Exercise aim ▸ Every line that holds the word "Bluespruce" needs to be copied from the data below.

Stored items from a collection
-.-.-
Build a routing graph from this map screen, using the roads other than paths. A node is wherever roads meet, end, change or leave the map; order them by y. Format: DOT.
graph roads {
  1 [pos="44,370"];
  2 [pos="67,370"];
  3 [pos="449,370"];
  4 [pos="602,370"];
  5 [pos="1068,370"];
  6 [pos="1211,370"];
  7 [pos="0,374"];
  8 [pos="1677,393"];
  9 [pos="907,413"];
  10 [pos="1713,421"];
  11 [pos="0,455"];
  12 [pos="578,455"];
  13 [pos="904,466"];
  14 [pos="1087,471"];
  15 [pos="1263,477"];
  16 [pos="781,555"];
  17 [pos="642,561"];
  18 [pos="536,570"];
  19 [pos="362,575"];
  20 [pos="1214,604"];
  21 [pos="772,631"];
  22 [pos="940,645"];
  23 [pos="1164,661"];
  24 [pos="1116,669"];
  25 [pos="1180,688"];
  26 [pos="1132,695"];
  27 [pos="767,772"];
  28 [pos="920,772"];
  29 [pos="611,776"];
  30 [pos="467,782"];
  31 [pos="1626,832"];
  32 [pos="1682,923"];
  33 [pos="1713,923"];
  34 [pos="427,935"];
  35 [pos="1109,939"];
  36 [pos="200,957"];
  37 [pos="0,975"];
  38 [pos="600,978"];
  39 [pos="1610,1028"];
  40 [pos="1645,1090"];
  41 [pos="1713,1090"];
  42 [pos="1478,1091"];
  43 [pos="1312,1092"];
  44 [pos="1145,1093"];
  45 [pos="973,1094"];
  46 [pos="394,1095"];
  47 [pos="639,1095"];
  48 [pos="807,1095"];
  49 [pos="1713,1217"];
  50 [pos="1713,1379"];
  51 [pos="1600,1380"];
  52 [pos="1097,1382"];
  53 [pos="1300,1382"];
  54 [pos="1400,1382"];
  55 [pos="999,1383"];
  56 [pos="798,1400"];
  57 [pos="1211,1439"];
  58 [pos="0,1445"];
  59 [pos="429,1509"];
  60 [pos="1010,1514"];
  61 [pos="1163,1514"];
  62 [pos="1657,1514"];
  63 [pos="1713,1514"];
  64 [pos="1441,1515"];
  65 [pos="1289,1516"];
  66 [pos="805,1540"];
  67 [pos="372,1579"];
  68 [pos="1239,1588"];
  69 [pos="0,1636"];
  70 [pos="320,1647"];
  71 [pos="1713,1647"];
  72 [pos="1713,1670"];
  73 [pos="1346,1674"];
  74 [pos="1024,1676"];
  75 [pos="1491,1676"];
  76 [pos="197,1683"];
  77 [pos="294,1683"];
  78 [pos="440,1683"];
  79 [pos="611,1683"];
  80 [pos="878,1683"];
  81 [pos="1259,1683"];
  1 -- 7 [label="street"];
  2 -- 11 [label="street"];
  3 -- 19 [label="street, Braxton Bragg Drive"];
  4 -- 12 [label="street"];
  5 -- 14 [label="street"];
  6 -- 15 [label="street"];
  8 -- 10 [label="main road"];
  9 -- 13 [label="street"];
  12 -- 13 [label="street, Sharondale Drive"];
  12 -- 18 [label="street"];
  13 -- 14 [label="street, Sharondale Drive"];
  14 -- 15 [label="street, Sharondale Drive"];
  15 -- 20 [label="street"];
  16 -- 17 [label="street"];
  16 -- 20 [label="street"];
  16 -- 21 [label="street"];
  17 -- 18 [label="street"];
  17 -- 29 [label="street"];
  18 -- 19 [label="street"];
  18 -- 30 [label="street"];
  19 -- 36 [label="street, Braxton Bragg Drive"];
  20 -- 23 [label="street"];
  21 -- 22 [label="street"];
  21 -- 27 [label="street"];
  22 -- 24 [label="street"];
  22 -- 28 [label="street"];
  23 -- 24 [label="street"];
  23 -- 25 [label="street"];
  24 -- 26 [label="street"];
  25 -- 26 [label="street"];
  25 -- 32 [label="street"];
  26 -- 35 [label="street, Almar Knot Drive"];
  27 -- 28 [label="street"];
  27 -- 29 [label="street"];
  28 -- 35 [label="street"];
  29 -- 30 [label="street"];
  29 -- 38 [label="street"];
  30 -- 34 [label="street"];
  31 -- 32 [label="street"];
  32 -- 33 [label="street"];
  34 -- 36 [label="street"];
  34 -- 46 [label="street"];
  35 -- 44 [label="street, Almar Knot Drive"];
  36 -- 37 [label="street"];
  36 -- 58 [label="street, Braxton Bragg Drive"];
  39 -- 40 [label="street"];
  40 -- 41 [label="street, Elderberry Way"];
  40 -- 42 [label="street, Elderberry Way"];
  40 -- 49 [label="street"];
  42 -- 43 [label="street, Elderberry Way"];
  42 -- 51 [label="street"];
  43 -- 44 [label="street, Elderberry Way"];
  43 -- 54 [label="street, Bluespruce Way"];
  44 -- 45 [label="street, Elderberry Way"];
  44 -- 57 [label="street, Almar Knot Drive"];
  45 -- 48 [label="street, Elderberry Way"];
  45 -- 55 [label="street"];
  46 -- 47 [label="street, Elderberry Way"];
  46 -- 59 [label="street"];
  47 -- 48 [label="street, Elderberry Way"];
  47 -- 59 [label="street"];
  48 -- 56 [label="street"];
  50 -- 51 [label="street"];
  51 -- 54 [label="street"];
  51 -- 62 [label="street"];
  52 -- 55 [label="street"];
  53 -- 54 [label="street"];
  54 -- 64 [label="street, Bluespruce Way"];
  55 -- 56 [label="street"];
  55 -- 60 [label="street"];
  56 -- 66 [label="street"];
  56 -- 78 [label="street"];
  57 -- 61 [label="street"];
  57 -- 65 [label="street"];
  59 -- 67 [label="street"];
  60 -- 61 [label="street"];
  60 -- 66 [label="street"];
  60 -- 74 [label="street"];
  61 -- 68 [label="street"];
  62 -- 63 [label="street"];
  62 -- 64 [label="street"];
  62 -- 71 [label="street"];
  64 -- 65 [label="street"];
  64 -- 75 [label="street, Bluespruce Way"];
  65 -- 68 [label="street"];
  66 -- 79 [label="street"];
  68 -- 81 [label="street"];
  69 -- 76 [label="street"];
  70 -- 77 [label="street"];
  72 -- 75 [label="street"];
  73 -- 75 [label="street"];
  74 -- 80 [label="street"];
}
-.-.-
Your response ▸
  43 -- 54 [label="street, Bluespruce Way"];
  54 -- 64 [label="street, Bluespruce Way"];
  64 -- 75 [label="street, Bluespruce Way"];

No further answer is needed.